**2 to the 73rd power**, our post about the mathematical operation

*exponentiation of 2 to the power of 73*.

If you have been looking for 2 to the seventy-third power, or if you have been wondering about 2 exponent 73, then you also have come to the right place.

The number 2 is called the base, and the number 73 is called the exponent. In this post we are going to answer the question

*what is 2 to the 73rd power*.

Keep reading to learn everything about two to the seventy-third power.

## What is 2 to the 73rd Power?

2 to the 73rd power is conventionally written as 2^{73}, with superscript for the exponent, but the notation using the caret symbol ^ can also be seen frequently: 2^73.

2^{73} stands for the mathematical operation *exponentiation of two by the power of seventy-three*.

As the exponent is a positive integer, exponentiation means a repeated multiplication:

The exponent of the number 2, 73, also called index or power, denotes how many times to multiply the base (2).

Thus, we can answer what is 2 to the 73rd power as

**2 to the power of 73 = 2**.

^{73}= 94 4473296573 9290427392If you have come here in search of an exponentiation different to 2 to the seventy-third power, or if you like to experiment with bases and indices, then use our calculator below.

To stick with 2 to the power of 73 as an example, insert 2 for the base and enter 73 as the index, also known as exponent or power.

2 to the 73rd power is an exponentiation which belongs to the category powers of 2.

Similar exponentiations on our site in this category include, but are not limited, to:

Ahead is more info related to 2 to the 73 power, along with instructions how to use the search form, located in the sidebar or at the bottom, to obtain a number like 2^73.

## 2 to the Power of 73

Reading all of the above, you already know most about 2 to the power of 73, except for its inverse which is discussed a bit further below in this section.

Using the aforementioned search form you can look up many numbers, including, for instance, 2 to the power 73, and you will be taken to a result page with relevant posts.

Now, we would like to show you what the inverse operation of 2 to the 73rd power, (2^{73})^{−1}, is.

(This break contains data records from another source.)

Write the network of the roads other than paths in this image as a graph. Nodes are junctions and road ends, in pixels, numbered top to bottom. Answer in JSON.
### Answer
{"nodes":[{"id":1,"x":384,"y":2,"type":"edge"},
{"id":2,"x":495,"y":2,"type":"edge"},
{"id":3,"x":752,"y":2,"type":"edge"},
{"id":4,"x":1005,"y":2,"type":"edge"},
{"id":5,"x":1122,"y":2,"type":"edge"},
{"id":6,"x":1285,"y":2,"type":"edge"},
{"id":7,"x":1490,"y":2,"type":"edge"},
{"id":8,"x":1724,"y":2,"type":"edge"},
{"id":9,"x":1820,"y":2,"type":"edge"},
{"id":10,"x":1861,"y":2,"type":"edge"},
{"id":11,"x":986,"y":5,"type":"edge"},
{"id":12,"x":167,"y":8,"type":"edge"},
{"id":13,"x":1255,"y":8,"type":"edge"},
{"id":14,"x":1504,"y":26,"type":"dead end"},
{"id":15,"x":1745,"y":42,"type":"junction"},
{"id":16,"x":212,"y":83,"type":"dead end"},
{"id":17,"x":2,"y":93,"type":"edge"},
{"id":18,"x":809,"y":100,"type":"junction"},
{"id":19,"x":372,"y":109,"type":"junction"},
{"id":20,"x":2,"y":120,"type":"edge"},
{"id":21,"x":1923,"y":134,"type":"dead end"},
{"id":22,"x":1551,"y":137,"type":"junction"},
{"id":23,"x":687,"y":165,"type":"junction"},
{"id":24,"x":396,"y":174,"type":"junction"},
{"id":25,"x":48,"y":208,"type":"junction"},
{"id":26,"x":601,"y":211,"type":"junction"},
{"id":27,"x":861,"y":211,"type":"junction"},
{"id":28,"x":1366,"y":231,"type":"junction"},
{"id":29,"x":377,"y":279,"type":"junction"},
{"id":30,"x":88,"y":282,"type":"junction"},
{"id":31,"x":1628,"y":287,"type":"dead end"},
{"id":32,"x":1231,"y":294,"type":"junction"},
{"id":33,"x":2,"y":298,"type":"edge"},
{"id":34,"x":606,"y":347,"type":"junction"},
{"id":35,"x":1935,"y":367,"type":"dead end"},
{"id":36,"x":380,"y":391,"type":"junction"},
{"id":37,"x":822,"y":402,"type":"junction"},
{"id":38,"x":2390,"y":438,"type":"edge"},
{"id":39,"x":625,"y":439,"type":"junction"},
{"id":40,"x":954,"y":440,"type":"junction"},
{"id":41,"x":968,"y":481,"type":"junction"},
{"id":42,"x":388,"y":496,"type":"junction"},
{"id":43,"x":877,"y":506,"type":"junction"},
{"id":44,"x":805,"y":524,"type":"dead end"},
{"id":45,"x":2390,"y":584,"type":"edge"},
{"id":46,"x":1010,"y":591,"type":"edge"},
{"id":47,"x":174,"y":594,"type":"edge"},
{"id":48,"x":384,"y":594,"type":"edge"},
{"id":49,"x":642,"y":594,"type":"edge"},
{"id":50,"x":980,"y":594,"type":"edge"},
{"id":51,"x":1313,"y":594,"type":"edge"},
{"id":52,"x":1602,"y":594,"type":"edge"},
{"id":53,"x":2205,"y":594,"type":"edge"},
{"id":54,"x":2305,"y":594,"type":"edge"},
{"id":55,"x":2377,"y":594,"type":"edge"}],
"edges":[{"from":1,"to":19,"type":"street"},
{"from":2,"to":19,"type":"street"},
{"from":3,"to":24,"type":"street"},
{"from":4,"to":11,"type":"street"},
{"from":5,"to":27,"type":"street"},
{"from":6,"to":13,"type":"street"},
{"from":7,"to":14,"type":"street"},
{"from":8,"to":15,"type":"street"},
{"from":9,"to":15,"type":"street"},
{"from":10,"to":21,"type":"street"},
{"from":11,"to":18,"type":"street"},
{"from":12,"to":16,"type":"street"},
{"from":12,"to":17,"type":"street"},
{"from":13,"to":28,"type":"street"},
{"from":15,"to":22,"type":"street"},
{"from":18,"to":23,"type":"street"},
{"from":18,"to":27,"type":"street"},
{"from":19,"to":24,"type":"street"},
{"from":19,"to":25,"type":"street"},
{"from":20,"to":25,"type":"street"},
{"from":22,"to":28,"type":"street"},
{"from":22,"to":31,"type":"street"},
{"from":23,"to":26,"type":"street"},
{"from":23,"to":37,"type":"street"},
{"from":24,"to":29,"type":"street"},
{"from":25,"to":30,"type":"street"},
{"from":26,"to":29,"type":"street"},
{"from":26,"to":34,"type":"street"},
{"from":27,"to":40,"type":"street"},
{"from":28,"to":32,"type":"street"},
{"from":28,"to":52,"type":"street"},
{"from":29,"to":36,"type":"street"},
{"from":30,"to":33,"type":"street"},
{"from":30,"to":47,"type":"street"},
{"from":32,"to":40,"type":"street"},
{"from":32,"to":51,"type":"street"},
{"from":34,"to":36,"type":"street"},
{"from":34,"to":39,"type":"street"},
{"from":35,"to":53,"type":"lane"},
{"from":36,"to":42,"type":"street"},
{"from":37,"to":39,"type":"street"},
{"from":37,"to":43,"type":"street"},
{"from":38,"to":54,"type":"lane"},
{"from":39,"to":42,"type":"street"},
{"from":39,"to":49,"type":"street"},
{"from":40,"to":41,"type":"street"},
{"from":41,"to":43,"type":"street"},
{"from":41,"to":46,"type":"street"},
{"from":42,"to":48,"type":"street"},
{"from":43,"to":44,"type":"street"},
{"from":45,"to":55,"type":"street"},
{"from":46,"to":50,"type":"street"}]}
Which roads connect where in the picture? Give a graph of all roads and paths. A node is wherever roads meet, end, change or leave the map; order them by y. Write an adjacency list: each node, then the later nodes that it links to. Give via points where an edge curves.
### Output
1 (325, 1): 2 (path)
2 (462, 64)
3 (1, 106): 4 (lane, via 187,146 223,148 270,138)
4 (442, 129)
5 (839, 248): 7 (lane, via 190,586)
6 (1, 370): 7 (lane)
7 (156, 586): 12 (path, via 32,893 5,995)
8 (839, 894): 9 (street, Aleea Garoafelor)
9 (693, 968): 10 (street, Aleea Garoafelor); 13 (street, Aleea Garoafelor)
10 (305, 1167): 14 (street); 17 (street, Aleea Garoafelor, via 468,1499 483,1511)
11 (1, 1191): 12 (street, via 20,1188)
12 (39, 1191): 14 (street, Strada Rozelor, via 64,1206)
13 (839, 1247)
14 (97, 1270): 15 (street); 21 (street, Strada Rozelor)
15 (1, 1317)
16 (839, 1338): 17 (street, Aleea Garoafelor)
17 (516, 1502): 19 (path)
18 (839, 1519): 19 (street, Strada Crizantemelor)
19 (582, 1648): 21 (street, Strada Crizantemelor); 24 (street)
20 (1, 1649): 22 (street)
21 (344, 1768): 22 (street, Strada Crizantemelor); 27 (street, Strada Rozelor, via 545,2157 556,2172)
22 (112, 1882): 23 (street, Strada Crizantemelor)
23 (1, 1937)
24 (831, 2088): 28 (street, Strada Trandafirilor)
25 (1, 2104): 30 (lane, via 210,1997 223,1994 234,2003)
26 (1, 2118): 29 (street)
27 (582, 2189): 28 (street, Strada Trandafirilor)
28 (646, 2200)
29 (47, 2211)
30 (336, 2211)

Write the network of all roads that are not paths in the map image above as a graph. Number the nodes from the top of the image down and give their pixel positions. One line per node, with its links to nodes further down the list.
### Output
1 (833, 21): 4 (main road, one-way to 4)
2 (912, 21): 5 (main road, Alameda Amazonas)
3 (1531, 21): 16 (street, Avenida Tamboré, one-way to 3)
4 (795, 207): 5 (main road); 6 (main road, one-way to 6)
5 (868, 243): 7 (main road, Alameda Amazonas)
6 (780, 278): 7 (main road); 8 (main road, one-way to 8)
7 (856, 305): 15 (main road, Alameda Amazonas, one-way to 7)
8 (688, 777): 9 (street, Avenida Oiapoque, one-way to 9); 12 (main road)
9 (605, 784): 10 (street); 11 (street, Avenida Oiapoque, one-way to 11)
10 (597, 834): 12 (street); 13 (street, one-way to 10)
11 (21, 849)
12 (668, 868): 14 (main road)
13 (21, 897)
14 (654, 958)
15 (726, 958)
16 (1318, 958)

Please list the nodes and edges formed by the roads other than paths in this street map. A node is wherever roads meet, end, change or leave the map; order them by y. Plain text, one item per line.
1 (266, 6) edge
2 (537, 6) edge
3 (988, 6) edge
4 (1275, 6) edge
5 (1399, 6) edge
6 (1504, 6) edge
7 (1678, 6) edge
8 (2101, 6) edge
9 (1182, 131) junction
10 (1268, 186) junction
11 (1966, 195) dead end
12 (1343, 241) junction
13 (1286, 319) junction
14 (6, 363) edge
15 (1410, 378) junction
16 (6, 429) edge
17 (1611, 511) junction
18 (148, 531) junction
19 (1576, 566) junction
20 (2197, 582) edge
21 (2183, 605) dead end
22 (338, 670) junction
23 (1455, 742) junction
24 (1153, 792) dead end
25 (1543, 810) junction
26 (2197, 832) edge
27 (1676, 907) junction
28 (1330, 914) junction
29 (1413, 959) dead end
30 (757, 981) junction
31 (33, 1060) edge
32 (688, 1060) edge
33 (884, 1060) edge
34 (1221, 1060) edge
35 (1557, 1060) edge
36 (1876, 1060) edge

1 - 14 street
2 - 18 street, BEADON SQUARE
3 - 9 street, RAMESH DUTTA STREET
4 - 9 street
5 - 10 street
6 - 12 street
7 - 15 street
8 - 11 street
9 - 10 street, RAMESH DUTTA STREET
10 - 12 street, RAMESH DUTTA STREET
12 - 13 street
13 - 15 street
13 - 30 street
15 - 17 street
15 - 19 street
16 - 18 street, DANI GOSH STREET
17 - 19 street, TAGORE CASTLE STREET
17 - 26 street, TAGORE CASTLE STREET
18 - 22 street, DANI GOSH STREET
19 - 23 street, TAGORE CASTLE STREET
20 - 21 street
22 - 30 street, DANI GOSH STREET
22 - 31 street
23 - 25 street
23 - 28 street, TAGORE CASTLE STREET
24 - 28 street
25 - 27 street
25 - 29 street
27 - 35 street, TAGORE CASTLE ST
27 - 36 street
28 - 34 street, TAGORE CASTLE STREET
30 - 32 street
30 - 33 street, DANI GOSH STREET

The inverse is the 73rd root of 2^{73}, and the math goes as follows:

^{73})

^{−1}

Because the index of 73 is not a multiple of 2, which means odd, in contrast to even numbers, the operation produces only one value: (2

^{73})

^{−1}

Make sure to understand that exponentiation is not commutative, which means that 2

^{73}≠ 73

^{2}, and also note that (2

^{73})

^{-1}≠ 2

^{-73}, the inverse and reciprocal of 2

^{73}, respectively.

You already know what 2 to the power of 73 equals, but you may also be interested in learning what 2 to the negative 73rd power stands for.

Next is the summary of our content.

## Two to the Seventy-third Power

You have reached the concluding section of two to the seventy-third power = 2^{73}. Two to the seventy-third power is, for example, the same as 2 to the power 73 or 2 to the 73 power.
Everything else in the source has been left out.